INPUT MATERIAL -
▼

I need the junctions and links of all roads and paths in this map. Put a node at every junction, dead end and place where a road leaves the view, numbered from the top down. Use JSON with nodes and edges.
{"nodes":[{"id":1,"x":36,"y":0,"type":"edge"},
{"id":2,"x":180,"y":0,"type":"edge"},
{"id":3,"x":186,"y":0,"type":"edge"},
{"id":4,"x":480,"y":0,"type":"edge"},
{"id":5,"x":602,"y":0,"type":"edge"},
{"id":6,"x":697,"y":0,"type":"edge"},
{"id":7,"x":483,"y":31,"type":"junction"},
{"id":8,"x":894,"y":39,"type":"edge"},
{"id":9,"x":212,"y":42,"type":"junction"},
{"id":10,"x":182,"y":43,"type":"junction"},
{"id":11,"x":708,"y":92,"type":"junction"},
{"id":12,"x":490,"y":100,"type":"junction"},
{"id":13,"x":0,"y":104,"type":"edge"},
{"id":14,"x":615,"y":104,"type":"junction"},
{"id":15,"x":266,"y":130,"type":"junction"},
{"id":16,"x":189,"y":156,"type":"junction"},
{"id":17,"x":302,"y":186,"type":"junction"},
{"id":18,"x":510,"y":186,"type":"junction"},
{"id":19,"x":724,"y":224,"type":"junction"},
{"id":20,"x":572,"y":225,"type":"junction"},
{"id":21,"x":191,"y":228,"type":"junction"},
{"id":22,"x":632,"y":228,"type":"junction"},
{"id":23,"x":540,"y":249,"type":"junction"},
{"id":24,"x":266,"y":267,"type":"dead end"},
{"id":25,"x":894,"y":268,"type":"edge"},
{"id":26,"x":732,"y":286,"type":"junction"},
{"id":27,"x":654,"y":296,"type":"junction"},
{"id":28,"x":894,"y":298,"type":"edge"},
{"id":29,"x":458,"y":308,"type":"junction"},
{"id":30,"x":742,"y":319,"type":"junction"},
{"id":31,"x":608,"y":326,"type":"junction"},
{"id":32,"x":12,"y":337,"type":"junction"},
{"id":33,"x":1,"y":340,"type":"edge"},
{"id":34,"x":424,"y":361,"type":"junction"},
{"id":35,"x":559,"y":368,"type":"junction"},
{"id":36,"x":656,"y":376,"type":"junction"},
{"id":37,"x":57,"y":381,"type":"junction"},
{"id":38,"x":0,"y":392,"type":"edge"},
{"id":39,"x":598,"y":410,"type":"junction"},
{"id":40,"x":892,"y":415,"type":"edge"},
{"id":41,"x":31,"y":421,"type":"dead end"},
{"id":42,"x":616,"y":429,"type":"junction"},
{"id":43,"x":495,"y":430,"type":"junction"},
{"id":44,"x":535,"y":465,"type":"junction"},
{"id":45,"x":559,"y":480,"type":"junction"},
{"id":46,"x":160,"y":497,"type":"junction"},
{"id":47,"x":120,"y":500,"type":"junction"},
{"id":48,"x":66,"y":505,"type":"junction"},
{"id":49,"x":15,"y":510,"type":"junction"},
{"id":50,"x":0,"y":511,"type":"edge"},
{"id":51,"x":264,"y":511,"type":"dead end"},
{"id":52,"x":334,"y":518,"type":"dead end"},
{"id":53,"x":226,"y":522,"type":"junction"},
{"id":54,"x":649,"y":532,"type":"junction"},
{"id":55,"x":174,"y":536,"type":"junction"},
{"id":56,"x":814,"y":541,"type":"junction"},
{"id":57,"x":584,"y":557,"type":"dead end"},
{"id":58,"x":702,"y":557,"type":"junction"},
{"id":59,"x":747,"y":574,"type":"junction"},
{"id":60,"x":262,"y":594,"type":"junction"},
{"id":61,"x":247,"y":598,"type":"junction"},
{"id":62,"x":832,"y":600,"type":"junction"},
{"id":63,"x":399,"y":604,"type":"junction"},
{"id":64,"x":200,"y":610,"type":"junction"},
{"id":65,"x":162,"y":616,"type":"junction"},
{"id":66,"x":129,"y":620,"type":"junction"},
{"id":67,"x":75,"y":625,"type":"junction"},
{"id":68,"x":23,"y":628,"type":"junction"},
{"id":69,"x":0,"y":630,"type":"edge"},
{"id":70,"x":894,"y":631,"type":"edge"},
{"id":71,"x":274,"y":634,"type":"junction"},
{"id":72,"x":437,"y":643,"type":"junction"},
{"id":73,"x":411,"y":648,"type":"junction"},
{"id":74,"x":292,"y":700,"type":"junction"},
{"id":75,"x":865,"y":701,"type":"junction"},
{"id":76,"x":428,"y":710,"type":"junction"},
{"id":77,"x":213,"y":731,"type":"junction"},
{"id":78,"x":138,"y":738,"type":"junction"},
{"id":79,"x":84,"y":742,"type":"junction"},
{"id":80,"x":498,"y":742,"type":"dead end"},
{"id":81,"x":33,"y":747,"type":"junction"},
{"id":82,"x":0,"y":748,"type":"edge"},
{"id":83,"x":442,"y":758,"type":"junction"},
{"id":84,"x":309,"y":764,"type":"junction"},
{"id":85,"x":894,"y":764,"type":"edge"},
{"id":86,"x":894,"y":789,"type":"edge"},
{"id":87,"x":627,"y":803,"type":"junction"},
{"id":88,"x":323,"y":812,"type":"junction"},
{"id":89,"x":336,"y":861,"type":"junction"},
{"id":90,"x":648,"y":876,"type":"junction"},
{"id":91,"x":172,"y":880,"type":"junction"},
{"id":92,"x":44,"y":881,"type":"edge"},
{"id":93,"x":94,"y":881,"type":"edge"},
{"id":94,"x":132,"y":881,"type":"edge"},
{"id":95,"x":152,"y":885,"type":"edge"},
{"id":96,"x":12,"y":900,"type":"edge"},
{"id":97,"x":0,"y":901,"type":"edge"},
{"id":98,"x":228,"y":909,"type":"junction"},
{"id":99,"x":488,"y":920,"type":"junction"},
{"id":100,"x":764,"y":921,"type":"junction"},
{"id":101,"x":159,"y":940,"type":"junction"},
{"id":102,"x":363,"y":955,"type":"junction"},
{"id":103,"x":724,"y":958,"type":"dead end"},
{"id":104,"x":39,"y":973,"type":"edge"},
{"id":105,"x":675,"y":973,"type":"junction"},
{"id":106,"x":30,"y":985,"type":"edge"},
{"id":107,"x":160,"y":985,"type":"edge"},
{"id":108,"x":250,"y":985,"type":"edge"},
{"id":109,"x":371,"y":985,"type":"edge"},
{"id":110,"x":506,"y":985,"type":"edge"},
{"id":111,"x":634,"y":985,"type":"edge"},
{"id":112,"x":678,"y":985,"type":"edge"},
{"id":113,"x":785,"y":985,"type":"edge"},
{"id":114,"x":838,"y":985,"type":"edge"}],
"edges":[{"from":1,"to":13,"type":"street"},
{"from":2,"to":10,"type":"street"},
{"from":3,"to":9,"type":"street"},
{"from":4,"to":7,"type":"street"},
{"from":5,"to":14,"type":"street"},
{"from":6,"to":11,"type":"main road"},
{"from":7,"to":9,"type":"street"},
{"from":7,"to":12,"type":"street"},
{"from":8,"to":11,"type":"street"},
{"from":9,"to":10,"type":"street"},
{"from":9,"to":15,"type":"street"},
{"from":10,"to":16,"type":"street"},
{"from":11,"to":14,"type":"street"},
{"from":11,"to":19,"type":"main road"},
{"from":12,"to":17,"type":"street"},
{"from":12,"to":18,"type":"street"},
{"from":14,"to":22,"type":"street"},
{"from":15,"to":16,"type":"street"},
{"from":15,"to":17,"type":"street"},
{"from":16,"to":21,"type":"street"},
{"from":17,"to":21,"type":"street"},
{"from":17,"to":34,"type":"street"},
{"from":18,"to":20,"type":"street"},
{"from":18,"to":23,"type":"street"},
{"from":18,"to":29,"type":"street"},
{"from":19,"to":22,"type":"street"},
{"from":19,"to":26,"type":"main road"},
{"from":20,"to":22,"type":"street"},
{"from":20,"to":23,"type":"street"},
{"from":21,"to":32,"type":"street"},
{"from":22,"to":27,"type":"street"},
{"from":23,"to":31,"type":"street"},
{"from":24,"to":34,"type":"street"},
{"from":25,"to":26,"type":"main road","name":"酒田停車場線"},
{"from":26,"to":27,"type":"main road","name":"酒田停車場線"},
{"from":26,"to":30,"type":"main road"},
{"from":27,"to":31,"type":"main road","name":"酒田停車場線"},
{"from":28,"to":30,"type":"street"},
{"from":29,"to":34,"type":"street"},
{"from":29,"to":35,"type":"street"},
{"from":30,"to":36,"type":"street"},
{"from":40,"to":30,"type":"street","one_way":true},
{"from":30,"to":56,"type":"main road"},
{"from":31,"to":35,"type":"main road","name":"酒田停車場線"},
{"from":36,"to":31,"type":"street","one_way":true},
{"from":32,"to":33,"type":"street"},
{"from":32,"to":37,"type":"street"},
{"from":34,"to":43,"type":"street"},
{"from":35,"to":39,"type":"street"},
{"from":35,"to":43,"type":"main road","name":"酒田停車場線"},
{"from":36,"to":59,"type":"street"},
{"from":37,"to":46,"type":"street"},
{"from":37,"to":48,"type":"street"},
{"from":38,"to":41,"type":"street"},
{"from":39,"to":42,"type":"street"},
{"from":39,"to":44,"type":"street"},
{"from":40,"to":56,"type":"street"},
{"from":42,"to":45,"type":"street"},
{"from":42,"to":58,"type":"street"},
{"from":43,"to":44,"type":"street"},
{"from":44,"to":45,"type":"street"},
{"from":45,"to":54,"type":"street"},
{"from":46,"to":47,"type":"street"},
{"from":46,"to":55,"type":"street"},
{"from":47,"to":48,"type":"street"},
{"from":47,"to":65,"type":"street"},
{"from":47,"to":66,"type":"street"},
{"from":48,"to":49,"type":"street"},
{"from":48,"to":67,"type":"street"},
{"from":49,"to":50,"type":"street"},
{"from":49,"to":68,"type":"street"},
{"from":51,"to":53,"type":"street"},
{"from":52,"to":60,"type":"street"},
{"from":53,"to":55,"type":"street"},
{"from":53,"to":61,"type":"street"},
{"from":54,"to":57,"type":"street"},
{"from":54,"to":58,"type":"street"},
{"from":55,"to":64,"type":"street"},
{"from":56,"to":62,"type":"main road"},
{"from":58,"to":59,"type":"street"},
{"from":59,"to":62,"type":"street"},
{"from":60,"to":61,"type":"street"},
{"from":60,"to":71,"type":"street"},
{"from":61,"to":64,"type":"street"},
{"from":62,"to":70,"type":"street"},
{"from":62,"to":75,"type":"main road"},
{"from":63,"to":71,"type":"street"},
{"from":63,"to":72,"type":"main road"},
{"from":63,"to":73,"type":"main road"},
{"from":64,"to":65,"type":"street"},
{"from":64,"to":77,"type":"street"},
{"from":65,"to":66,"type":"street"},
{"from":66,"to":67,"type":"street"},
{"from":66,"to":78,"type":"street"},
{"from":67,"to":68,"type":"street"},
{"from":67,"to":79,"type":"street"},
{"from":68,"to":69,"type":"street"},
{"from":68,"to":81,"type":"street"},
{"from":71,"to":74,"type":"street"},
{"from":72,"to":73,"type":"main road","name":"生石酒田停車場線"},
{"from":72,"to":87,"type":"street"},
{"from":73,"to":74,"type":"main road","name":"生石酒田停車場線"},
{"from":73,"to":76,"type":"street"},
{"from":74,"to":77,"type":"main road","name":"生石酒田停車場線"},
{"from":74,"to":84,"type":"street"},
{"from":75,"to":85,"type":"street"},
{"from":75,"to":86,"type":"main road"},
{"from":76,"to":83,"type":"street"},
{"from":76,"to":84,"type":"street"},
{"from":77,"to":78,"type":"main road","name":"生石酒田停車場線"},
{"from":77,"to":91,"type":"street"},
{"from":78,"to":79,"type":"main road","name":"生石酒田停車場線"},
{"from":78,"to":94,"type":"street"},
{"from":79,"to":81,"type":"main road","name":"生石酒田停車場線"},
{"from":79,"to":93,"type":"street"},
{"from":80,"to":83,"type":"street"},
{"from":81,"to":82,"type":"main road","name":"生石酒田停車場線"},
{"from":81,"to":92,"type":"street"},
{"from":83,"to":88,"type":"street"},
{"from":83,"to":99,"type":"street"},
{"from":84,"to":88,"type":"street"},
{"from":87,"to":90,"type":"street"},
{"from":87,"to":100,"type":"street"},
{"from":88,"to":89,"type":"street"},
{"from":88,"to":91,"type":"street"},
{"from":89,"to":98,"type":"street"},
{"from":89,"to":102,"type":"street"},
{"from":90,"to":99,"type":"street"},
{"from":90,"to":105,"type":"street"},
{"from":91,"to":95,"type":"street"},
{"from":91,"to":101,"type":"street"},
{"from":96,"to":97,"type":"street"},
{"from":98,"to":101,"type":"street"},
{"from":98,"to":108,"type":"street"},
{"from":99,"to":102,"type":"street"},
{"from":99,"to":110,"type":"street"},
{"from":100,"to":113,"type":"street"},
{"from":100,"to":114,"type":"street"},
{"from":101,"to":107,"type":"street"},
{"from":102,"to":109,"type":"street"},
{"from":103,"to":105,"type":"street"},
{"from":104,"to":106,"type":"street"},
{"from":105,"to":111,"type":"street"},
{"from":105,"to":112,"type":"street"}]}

▲

EXERCISE PROMPT - The answer must be every line of the listing that holds the word "edges".

RESULT BELOW -
I need the junctions and links of all roads and paths in this map. Put a node at every junction, dead end and place where a road leaves the view, numbered from the top down. Use JSON with nodes and edges.
"edges":[{"from":1,"to":13,"type":"street"},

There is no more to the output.